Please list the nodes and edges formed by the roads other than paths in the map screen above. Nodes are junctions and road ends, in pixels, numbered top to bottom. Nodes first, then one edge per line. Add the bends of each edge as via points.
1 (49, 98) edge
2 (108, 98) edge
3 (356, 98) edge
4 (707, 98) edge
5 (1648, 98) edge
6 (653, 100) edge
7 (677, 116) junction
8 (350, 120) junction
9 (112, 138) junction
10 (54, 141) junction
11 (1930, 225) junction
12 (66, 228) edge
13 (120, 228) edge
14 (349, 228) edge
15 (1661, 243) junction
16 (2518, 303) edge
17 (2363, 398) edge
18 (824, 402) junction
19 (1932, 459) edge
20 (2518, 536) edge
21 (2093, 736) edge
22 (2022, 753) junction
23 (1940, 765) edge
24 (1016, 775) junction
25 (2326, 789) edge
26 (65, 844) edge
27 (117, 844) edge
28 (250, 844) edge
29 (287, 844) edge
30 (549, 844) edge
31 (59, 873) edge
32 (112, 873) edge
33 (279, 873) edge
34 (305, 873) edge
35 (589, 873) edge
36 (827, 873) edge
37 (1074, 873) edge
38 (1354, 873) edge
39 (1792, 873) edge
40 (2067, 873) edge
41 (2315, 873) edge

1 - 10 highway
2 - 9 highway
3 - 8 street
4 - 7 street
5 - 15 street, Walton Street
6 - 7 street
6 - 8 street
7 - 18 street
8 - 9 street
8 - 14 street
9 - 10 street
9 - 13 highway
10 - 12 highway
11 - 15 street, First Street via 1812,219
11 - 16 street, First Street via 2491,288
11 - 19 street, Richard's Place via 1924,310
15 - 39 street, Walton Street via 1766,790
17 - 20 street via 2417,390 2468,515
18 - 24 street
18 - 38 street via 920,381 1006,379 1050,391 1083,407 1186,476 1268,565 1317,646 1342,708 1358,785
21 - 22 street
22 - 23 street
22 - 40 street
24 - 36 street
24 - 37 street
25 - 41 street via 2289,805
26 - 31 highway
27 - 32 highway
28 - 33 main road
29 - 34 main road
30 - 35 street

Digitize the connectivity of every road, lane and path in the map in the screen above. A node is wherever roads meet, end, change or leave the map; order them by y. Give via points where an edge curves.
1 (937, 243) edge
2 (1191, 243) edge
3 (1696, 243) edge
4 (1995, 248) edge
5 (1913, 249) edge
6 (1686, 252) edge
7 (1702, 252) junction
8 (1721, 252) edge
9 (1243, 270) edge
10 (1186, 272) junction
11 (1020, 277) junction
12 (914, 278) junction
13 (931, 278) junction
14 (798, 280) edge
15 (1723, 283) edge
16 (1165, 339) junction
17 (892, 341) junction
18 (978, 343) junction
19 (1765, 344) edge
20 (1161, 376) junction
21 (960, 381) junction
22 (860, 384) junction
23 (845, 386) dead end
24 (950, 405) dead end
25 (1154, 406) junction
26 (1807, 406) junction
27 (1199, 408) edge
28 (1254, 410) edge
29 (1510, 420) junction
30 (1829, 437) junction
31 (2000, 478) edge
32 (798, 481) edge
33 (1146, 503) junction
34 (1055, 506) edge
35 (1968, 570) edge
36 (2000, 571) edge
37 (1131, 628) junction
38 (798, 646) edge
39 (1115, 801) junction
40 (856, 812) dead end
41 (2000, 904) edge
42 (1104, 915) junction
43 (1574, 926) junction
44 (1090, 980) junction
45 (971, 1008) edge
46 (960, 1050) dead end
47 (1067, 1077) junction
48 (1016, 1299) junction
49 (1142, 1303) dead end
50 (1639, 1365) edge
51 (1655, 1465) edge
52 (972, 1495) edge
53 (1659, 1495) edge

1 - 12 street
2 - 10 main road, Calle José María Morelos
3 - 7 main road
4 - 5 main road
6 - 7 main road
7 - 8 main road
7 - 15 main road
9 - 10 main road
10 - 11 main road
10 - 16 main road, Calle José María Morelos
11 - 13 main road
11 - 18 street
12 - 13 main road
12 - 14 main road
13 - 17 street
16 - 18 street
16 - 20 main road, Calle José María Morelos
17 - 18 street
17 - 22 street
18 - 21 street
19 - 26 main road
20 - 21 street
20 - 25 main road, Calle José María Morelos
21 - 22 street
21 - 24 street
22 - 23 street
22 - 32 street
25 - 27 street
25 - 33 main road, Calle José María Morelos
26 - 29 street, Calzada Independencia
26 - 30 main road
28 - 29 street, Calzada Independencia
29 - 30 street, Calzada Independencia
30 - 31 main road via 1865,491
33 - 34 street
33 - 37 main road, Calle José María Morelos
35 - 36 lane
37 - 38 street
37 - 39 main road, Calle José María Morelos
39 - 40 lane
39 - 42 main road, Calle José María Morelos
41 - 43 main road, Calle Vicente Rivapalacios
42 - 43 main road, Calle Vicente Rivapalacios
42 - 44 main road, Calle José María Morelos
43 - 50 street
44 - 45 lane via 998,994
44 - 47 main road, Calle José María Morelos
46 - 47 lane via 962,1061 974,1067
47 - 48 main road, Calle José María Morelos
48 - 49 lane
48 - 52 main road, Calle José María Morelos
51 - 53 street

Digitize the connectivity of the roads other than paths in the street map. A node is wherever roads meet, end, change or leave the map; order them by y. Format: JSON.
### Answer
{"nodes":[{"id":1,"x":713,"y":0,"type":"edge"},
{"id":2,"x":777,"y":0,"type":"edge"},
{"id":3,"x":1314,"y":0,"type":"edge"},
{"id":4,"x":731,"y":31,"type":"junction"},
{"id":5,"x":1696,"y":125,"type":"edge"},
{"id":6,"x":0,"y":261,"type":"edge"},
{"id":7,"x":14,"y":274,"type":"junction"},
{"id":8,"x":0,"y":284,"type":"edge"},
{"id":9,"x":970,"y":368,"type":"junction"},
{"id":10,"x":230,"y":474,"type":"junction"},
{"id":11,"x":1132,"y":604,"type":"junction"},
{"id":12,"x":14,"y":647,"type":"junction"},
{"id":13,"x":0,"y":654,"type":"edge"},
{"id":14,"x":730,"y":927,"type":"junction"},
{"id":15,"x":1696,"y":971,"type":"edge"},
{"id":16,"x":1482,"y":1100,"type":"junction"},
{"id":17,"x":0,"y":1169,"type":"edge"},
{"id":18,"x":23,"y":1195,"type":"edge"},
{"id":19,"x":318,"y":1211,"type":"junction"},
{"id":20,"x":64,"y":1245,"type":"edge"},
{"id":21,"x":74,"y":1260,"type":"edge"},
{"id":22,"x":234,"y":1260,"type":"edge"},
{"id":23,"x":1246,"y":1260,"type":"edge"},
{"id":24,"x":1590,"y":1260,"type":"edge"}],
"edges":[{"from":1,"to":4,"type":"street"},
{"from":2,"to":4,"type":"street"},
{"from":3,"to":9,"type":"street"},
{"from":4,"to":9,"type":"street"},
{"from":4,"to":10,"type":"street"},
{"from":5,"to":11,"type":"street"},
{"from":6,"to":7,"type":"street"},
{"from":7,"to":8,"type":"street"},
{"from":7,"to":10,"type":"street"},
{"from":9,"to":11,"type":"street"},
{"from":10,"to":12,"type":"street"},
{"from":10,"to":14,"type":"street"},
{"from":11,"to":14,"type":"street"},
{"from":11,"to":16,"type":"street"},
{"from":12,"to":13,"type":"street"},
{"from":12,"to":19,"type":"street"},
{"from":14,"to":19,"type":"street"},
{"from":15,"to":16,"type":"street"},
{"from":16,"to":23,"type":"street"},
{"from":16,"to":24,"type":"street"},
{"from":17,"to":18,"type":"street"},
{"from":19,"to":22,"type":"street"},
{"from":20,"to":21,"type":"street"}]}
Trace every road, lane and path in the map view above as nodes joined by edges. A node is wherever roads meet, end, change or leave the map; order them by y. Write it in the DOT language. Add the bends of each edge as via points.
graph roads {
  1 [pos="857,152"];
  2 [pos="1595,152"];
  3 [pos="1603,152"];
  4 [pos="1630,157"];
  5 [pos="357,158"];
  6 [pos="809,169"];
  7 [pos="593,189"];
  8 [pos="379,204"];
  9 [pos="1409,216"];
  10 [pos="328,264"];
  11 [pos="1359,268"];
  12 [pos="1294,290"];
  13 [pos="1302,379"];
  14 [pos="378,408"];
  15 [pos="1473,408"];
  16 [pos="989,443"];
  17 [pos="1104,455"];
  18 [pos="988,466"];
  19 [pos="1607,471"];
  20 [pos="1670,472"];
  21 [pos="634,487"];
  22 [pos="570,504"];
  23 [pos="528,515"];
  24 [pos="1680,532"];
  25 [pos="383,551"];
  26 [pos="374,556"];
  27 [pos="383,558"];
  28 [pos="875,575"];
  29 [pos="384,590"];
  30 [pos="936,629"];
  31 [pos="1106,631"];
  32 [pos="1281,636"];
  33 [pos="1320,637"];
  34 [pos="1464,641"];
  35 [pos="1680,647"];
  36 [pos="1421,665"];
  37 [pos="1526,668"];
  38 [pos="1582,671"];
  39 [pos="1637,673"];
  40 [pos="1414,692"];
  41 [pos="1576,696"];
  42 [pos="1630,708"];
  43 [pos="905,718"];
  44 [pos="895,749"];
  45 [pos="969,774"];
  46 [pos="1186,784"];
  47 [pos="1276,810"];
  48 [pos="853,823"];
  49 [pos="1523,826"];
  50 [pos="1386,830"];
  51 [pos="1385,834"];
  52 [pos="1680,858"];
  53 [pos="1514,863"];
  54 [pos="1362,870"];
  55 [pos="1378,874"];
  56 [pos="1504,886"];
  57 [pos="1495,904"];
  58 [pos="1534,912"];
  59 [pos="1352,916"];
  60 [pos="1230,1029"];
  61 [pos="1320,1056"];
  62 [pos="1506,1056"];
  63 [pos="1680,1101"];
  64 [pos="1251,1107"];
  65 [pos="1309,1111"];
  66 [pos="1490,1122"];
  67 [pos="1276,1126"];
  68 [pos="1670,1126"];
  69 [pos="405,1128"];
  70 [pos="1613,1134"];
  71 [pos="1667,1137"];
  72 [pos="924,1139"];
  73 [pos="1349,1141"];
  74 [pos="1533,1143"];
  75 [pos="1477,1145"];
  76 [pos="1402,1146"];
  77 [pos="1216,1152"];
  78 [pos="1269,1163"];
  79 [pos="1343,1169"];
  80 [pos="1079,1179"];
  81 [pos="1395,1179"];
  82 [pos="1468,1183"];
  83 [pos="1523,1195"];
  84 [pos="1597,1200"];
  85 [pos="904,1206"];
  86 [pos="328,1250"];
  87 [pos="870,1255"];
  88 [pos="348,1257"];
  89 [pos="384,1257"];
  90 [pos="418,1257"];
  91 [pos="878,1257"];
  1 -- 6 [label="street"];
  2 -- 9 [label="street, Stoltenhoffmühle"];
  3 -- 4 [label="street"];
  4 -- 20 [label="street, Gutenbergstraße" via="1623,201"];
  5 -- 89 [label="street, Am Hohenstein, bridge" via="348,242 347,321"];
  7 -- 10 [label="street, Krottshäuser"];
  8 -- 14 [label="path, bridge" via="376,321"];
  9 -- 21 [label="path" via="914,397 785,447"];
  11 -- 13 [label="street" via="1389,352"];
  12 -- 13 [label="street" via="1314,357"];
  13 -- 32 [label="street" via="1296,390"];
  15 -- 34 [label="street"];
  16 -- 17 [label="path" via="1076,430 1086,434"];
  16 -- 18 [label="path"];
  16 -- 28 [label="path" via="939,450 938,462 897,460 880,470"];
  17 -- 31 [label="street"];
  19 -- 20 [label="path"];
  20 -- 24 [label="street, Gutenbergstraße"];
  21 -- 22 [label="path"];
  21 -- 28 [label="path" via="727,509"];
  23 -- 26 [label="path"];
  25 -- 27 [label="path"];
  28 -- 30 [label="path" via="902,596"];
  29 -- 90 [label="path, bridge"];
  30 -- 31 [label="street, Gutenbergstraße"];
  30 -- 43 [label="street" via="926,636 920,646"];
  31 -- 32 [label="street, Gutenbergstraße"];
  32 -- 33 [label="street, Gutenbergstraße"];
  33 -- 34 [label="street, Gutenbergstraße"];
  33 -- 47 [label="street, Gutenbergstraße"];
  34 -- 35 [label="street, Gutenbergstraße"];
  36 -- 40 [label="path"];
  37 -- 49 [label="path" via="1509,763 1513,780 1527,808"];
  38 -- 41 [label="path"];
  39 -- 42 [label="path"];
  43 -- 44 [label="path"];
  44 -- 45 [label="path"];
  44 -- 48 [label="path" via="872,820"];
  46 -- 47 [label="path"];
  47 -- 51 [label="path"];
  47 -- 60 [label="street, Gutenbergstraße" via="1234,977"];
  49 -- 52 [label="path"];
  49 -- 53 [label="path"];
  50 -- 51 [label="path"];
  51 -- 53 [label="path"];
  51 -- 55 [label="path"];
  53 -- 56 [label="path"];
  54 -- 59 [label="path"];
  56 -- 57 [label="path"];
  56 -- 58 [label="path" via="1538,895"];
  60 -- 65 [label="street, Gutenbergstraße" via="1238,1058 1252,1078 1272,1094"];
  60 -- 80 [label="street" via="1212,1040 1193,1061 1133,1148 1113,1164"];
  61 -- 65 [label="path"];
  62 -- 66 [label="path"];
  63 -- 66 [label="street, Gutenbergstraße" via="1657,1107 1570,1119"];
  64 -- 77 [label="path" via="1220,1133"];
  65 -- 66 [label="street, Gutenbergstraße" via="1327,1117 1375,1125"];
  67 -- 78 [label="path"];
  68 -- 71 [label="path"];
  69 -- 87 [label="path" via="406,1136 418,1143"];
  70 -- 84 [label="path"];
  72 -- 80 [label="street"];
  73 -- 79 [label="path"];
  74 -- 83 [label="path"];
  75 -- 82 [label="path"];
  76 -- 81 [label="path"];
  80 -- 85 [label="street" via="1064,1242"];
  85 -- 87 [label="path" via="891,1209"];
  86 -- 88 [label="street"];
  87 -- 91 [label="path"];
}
-------------------------
WORK REQUEST: From the data, report how many lines hold "screen", leaving out any other words.

TASK ANSWER: 2